(1) Music of Southeast Asia
ASEAN-Korea Centre Reporter, Sanghun Lee
We have all been tourists, in some way or another, in some part of our lives. Tourists devour strange cultures, traveling from Paris to Cairo, walking from ancient tombs to city parks. But one important food that molds everything into one dish is hard to catch at first sight. Or rather, first hearing. That food is music.
And, in one part of the world is music that holds the notes of Buddhists, Hindi, Muslims and Shamans, music that holds the rhythms of China, India and Europe.
We introduce you the music of Southeast Asia.
Southeast Asia has a long history as the “melting pot of cultures.” Consequently, its music developed to incorporate various cultures and, in turn, influence other neighboring cultures. Shengs, which are Chinese bamboo harmonicas, developed into numerous wind instruments that now serve Vietnam, Laos, and Borneo orchestras. Gongs, which originated from Southeast Asia, now embroider every Buddhist temple in East Asia. The ancestor of oboe, surnai, and the uncle of violin, rabab, all arrived from Arabia and found their places in the melting pot.
The exotic melody of Indonesia’s slendro, pelog and Thailand’s heptatonic music often entrap the listener in the beauty of the southeastern culture. Music of Southeast Asia also incorporates such other fascinating arts as shadow play and dance, boasting of the richness of its unique culture. It is a true melting pot of all music.
◎ Various Native Music of Southeast Asia
Historically speaking, ancient Buddhist music of India helped the music of Southeast Asia bloom in 6th – 7th Century. It’s easily found with all houses’ engravings of Indian instruments in Borobudur of Java and Angkor Wat of Cambodia, and according to the New Book of Tang (新唐書, Xīn Tángshū), many Indian instruments and Buddhist songs were popular in Myanmar by 9th Century. In this flowering era of music, such aboriginal instruments as Gongs developed and began to embroider the mainstream music.

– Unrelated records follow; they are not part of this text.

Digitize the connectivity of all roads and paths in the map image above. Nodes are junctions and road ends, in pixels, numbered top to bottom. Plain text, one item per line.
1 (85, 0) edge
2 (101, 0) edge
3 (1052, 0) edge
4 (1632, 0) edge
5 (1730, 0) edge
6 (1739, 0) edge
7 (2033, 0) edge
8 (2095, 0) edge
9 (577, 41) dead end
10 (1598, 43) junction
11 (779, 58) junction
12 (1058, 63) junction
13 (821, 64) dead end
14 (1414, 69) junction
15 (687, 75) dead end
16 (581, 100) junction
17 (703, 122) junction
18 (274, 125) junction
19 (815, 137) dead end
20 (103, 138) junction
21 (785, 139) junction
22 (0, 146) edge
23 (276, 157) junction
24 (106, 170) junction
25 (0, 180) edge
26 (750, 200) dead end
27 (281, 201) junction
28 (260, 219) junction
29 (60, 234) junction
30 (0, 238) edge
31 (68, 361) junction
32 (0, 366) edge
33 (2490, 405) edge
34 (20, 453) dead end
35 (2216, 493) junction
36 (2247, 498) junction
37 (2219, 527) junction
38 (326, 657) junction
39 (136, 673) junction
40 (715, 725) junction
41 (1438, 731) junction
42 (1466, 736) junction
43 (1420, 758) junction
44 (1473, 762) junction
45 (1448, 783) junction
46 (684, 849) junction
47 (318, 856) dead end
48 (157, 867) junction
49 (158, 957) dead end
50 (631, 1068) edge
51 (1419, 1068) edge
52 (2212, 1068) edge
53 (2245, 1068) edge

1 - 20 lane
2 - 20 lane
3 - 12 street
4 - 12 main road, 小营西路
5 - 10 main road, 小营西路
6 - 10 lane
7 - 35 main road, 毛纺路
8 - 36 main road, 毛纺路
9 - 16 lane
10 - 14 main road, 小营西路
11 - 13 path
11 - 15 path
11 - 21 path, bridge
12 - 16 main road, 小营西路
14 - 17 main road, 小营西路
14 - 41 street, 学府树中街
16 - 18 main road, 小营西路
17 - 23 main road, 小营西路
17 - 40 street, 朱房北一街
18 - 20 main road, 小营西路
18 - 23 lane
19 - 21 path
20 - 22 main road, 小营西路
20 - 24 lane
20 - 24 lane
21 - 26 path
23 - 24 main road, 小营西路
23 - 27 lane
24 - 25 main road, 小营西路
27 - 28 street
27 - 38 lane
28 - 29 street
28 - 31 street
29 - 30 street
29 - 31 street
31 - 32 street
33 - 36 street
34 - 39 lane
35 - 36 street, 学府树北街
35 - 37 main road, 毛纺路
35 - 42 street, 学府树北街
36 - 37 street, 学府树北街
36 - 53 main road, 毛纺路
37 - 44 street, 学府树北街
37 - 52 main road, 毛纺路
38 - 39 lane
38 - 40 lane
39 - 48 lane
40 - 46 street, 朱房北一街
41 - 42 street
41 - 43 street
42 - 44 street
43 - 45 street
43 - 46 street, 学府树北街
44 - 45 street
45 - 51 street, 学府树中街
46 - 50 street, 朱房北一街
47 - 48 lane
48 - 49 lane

From 13th ~ 14th Century, the music and dance of the music began to have a truly unique color. Music also started to have different colors in different countries. Here, we will see some of the different styles of music.
(1) Vietnamese music
Vietnamese music uses Chinese music as its base, playing instruments of Chinese origin. Zheng, pipa, sanxian, huqin, and guan are used as the typical configuration.
(↑Hát xẩm, a type of folk song that was popular in the Northern region of Vietnam.
It is considered endangered today.)
(2) Thai music
Thai music originates from Cambodia’s Khmer culture. In 17th ~ 18th Century, musicians modified the imported Chinese string instruments into unique Thai instruments and incorporated existing instruments like bianzhong and surnai to accompany singing. Heptatonic notes (where seven notes comprise one octave) and nasal sound are unique characteristics of Thai music.
(3) Indonesian music
The most famous of the music of Southeast Asia is the gamelan of Indonesia. Gamelan is performed in both islands of Java and Bali. Gamelan is a very rare form of music, because it uses polyphony or harmony, different from the typical monophonic music of Asia. Indonesian music is also an excellent example of interfusing dance, play, and music into one form of art.
(Balinese legong dance)
Although different regions show different and unique forms of music, there is one defining characteristic of the music of Southeast Asia as a whole — gong chime ensembles.